**Problem to solve:**
Would you restate all the data that follows, word for word?

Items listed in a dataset
- Opening Delimiter -
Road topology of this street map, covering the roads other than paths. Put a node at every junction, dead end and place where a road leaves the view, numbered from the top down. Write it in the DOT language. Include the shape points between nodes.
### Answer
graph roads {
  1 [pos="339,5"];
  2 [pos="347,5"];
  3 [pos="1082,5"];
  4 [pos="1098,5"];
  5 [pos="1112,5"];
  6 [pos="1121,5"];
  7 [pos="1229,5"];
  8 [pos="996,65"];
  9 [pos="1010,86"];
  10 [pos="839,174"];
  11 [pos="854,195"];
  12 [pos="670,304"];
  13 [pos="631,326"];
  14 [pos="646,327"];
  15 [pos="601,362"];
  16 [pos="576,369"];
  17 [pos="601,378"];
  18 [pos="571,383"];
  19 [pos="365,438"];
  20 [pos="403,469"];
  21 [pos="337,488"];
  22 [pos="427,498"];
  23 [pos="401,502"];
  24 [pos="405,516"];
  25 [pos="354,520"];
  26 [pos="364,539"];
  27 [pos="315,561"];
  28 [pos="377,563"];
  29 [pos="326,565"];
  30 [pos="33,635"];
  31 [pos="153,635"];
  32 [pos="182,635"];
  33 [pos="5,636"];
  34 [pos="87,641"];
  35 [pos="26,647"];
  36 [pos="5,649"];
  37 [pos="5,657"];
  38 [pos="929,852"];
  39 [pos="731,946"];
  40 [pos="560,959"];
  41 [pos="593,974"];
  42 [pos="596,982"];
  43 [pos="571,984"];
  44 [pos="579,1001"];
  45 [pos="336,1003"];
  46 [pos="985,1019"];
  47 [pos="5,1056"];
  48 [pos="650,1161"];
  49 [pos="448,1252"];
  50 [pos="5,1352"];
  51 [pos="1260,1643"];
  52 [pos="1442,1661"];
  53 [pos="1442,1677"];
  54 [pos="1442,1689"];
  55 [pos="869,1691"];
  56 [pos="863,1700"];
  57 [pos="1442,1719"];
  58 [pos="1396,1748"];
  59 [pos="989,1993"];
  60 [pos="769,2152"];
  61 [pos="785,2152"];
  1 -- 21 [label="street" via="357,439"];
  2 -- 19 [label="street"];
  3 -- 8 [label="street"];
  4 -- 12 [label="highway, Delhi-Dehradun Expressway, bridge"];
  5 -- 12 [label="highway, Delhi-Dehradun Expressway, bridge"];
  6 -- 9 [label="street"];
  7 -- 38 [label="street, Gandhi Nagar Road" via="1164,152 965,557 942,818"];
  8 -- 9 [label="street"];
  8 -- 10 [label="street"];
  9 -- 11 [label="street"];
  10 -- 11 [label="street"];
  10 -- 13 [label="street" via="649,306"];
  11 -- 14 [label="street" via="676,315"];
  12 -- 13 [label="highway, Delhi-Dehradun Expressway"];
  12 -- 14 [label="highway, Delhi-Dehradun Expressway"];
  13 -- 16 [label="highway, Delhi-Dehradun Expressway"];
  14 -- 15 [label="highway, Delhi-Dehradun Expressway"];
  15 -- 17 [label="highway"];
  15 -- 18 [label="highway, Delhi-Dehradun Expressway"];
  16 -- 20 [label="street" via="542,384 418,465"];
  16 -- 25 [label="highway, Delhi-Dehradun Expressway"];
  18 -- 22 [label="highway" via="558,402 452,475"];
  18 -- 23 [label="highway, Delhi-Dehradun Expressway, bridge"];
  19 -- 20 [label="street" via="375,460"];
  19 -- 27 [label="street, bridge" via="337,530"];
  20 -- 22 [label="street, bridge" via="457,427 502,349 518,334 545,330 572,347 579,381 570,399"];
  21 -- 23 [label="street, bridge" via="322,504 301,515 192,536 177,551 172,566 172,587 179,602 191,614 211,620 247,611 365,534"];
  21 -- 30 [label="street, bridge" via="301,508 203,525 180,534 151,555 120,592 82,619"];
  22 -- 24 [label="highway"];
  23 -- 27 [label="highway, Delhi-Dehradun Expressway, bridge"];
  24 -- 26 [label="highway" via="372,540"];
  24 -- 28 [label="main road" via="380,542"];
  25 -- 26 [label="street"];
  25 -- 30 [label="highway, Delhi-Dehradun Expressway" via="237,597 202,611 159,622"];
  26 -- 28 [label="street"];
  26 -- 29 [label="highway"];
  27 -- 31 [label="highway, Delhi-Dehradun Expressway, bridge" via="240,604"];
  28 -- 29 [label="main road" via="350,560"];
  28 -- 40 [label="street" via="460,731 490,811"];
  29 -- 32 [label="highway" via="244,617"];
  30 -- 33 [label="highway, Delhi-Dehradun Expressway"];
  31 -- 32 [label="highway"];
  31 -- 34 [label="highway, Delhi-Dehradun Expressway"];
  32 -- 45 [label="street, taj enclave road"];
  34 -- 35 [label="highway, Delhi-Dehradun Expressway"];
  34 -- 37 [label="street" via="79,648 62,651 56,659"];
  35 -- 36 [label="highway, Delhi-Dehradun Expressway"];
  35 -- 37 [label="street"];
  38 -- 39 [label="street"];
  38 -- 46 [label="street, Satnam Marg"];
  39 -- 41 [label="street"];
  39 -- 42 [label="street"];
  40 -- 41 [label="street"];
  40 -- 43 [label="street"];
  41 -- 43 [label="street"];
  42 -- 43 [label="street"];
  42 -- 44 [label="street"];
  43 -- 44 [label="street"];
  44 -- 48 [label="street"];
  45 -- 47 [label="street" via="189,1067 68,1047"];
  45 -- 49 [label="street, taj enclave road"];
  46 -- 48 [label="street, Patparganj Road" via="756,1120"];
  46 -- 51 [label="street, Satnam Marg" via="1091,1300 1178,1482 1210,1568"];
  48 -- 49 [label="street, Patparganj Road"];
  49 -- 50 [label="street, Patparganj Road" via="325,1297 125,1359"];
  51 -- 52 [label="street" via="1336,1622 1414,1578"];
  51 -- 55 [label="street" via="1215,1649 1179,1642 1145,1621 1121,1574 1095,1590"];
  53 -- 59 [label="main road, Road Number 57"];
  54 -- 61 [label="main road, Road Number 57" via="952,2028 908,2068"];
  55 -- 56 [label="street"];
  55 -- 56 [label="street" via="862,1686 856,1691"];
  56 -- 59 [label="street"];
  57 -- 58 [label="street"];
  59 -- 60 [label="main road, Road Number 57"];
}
- Closing Delimiter -
**Written response:**
Road topology of this street map, covering the roads other than paths. Put a node at every junction, dead end and place where a road leaves the view, numbered from the top down. Write it in the DOT language. Include the shape points between nodes.
### Answer
graph roads {
  1 [pos="339,5"];
  2 [pos="347,5"];
  3 [pos="1082,5"];
  4 [pos="1098,5"];
  5 [pos="1112,5"];
  6 [pos="1121,5"];
  7 [pos="1229,5"];
  8 [pos="996,65"];
  9 [pos="1010,86"];
  10 [pos="839,174"];
  11 [pos="854,195"];
  12 [pos="670,304"];
  13 [pos="631,326"];
  14 [pos="646,327"];
  15 [pos="601,362"];
  16 [pos="576,369"];
  17 [pos="601,378"];
  18 [pos="571,383"];
  19 [pos="365,438"];
  20 [pos="403,469"];
  21 [pos="337,488"];
  22 [pos="427,498"];
  23 [pos="401,502"];
  24 [pos="405,516"];
  25 [pos="354,520"];
  26 [pos="364,539"];
  27 [pos="315,561"];
  28 [pos="377,563"];
  29 [pos="326,565"];
  30 [pos="33,635"];
  31 [pos="153,635"];
  32 [pos="182,635"];
  33 [pos="5,636"];
  34 [pos="87,641"];
  35 [pos="26,647"];
  36 [pos="5,649"];
  37 [pos="5,657"];
  38 [pos="929,852"];
  39 [pos="731,946"];
  40 [pos="560,959"];
  41 [pos="593,974"];
  42 [pos="596,982"];
  43 [pos="571,984"];
  44 [pos="579,1001"];
  45 [pos="336,1003"];
  46 [pos="985,1019"];
  47 [pos="5,1056"];
  48 [pos="650,1161"];
  49 [pos="448,1252"];
  50 [pos="5,1352"];
  51 [pos="1260,1643"];
  52 [pos="1442,1661"];
  53 [pos="1442,1677"];
  54 [pos="1442,1689"];
  55 [pos="869,1691"];
  56 [pos="863,1700"];
  57 [pos="1442,1719"];
  58 [pos="1396,1748"];
  59 [pos="989,1993"];
  60 [pos="769,2152"];
  61 [pos="785,2152"];
  1 -- 21 [label="street" via="357,439"];
  2 -- 19 [label="street"];
  3 -- 8 [label="street"];
  4 -- 12 [label="highway, Delhi-Dehradun Expressway, bridge"];
  5 -- 12 [label="highway, Delhi-Dehradun Expressway, bridge"];
  6 -- 9 [label="street"];
  7 -- 38 [label="street, Gandhi Nagar Road" via="1164,152 965,557 942,818"];
  8 -- 9 [label="street"];
  8 -- 10 [label="street"];
  9 -- 11 [label="street"];
  10 -- 11 [label="street"];
  10 -- 13 [label="street" via="649,306"];
  11 -- 14 [label="street" via="676,315"];
  12 -- 13 [label="highway, Delhi-Dehradun Expressway"];
  12 -- 14 [label="highway, Delhi-Dehradun Expressway"];
  13 -- 16 [label="highway, Delhi-Dehradun Expressway"];
  14 -- 15 [label="highway, Delhi-Dehradun Expressway"];
  15 -- 17 [label="highway"];
  15 -- 18 [label="highway, Delhi-Dehradun Expressway"];
  16 -- 20 [label="street" via="542,384 418,465"];
  16 -- 25 [label="highway, Delhi-Dehradun Expressway"];
  18 -- 22 [label="highway" via="558,402 452,475"];
  18 -- 23 [label="highway, Delhi-Dehradun Expressway, bridge"];
  19 -- 20 [label="street" via="375,460"];
  19 -- 27 [label="street, bridge" via="337,530"];
  20 -- 22 [label="street, bridge" via="457,427 502,349 518,334 545,330 572,347 579,381 570,399"];
  21 -- 23 [label="street, bridge" via="322,504 301,515 192,536 177,551 172,566 172,587 179,602 191,614 211,620 247,611 365,534"];
  21 -- 30 [label="street, bridge" via="301,508 203,525 180,534 151,555 120,592 82,619"];
  22 -- 24 [label="highway"];
  23 -- 27 [label="highway, Delhi-Dehradun Expressway, bridge"];
  24 -- 26 [label="highway" via="372,540"];
  24 -- 28 [label="main road" via="380,542"];
  25 -- 26 [label="street"];
  25 -- 30 [label="highway, Delhi-Dehradun Expressway" via="237,597 202,611 159,622"];
  26 -- 28 [label="street"];
  26 -- 29 [label="highway"];
  27 -- 31 [label="highway, Delhi-Dehradun Expressway, bridge" via="240,604"];
  28 -- 29 [label="main road" via="350,560"];
  28 -- 40 [label="street" via="460,731 490,811"];
  29 -- 32 [label="highway" via="244,617"];
  30 -- 33 [label="highway, Delhi-Dehradun Expressway"];
  31 -- 32 [label="highway"];
  31 -- 34 [label="highway, Delhi-Dehradun Expressway"];
  32 -- 45 [label="street, taj enclave road"];
  34 -- 35 [label="highway, Delhi-Dehradun Expressway"];
  34 -- 37 [label="street" via="79,648 62,651 56,659"];
  35 -- 36 [label="highway, Delhi-Dehradun Expressway"];
  35 -- 37 [label="street"];
  38 -- 39 [label="street"];
  38 -- 46 [label="street, Satnam Marg"];
  39 -- 41 [label="street"];
  39 -- 42 [label="street"];
  40 -- 41 [label="street"];
  40 -- 43 [label="street"];
  41 -- 43 [label="street"];
  42 -- 43 [label="street"];
  42 -- 44 [label="street"];
  43 -- 44 [label="street"];
  44 -- 48 [label="street"];
  45 -- 47 [label="street" via="189,1067 68,1047"];
  45 -- 49 [label="street, taj enclave road"];
  46 -- 48 [label="street, Patparganj Road" via="756,1120"];
  46 -- 51 [label="street, Satnam Marg" via="1091,1300 1178,1482 1210,1568"];
  48 -- 49 [label="street, Patparganj Road"];
  49 -- 50 [label="street, Patparganj Road" via="325,1297 125,1359"];
  51 -- 52 [label="street" via="1336,1622 1414,1578"];
  51 -- 55 [label="street" via="1215,1649 1179,1642 1145,1621 1121,1574 1095,1590"];
  53 -- 59 [label="main road, Road Number 57"];
  54 -- 61 [label="main road, Road Number 57" via="952,2028 908,2068"];
  55 -- 56 [label="street"];
  55 -- 56 [label="street" via="862,1686 856,1691"];
  56 -- 59 [label="street"];
  57 -- 58 [label="street"];
  59 -- 60 [label="main road, Road Number 57"];
}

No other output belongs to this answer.